The car did not appear through an official Mansory announcement. Instead, the images surfaced on Wheels Boutique’s Instagram account. The wheel specialist described the sedan as “gorgeous” and stated it was “commissioned by our friends @exoticshunter.” According to the same post, Mansory supplied the body conversion while the wheel package came from HRE.
The project centers around a set of forged monoblock HRE L108M wheels wrapped in Pirelli P Zero tires. Buyers looking at the same wheel design face a substantial bill. The smallest available size measures 21 inches, with pricing beginning at $4,875 per wheel. A complete set therefore starts at no less than $19,500 before tires enter the equation. HRE also lists the design in 23-inch and 24-inch diameters and sells multiple finish options.
Body modifications remain visible from every angle. The Phantom receives a redesigned lower front bumper section, a chin spoiler, side skirt extensions, and a ducktail spoiler at the rear. Mansory branding appears throughout the exterior. The overall approach avoids excessive visual clutter, though nobody would mistake this limousine for a factory-standard example.
Color selection changes the car’s character as much as the hardware itself. Black covers the upper sections of the body while silver occupies the lower areas. The suspension sits lower than stock, pulling the large sedan closer to the pavement and altering its proportions in a noticeable way.
Interior details remain difficult to evaluate because available photographs reveal little of the cabin. No visible evidence points toward extensive changes inside. Then again, Rolls-Royce already provides an enormous catalog of factory personalization choices, so additional modifications were never a requirement.
Performance figures are another area where information remains limited. The available material does not mention engine upgrades or tuning work beneath the hood. For reference, a standard Rolls-Royce Phantom leaves the factory with a twin-turbocharged 6.75-liter V12 producing 563 bhp, equal to 420 kW or 571 ps. Torque reaches 664 lb-ft, which corresponds to 900 Nm.

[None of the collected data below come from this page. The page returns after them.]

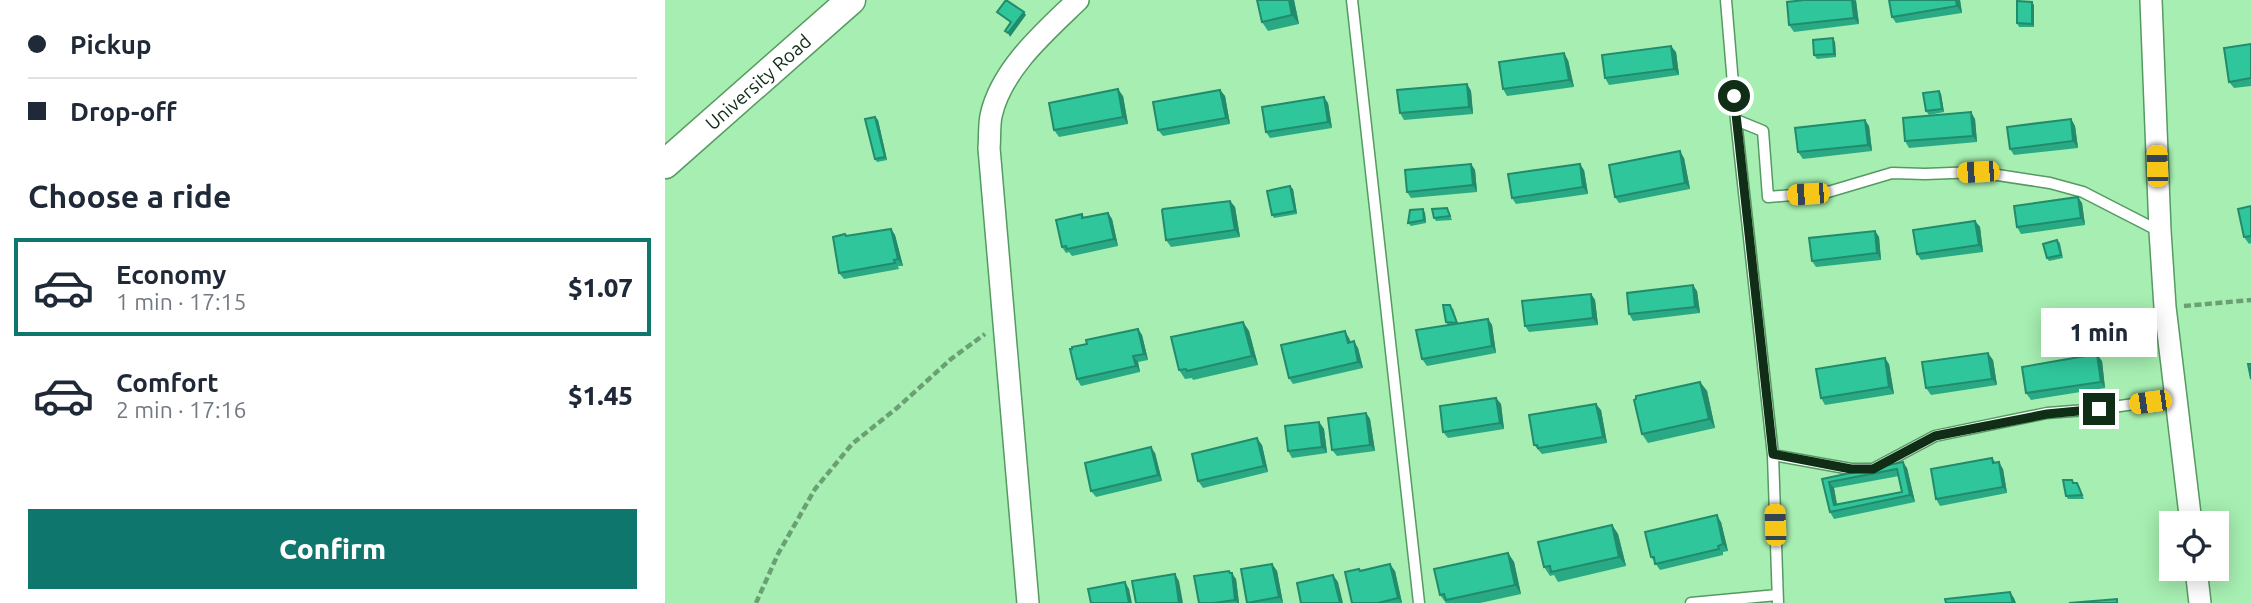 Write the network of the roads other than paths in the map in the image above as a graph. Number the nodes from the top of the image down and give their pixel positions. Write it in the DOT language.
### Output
graph roads {
  1 [pos="851,0"];
  2 [pos="1078,0"];
  3 [pos="1352,0"];
  4 [pos="1726,0"];
  5 [pos="2151,0"];
  6 [pos="1736,120"];
  7 [pos="665,164"];
  8 [pos="2160,231"];
  9 [pos="2176,398"];
  10 [pos="1773,454"];
  11 [pos="2190,511"];
  12 [pos="2197,581"];
  13 [pos="1777,599"];
  14 [pos="1028,603"];
  15 [pos="1419,603"];
  16 [pos="1691,603"];
  17 [pos="2200,603"];
  1 -- 7 [label="main road, University Road"];
  2 -- 14 [label="street"];
  3 -- 15 [label="lane"];
  4 -- 6 [label="lane"];
  5 -- 8 [label="street"];
  6 -- 8 [label="lane"];
  6 -- 10 [label="lane"];
  8 -- 9 [label="street"];
  9 -- 10 [label="lane"];
  9 -- 11 [label="street"];
  10 -- 13 [label="lane"];
  12 -- 17 [label="street"];
  13 -- 16 [label="lane"];
}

This build focuses on appearance rather than confirmed mechanical enhancements. Whether the result fits traditional old-money tastes depends entirely on the viewer. What is beyond debate is the scale of the transformation. Between the two-tone finish, the lowered ride height, the Mansory bodywork, and the costly HRE wheels, this Phantom projects a different personality from the one that left Goodwood.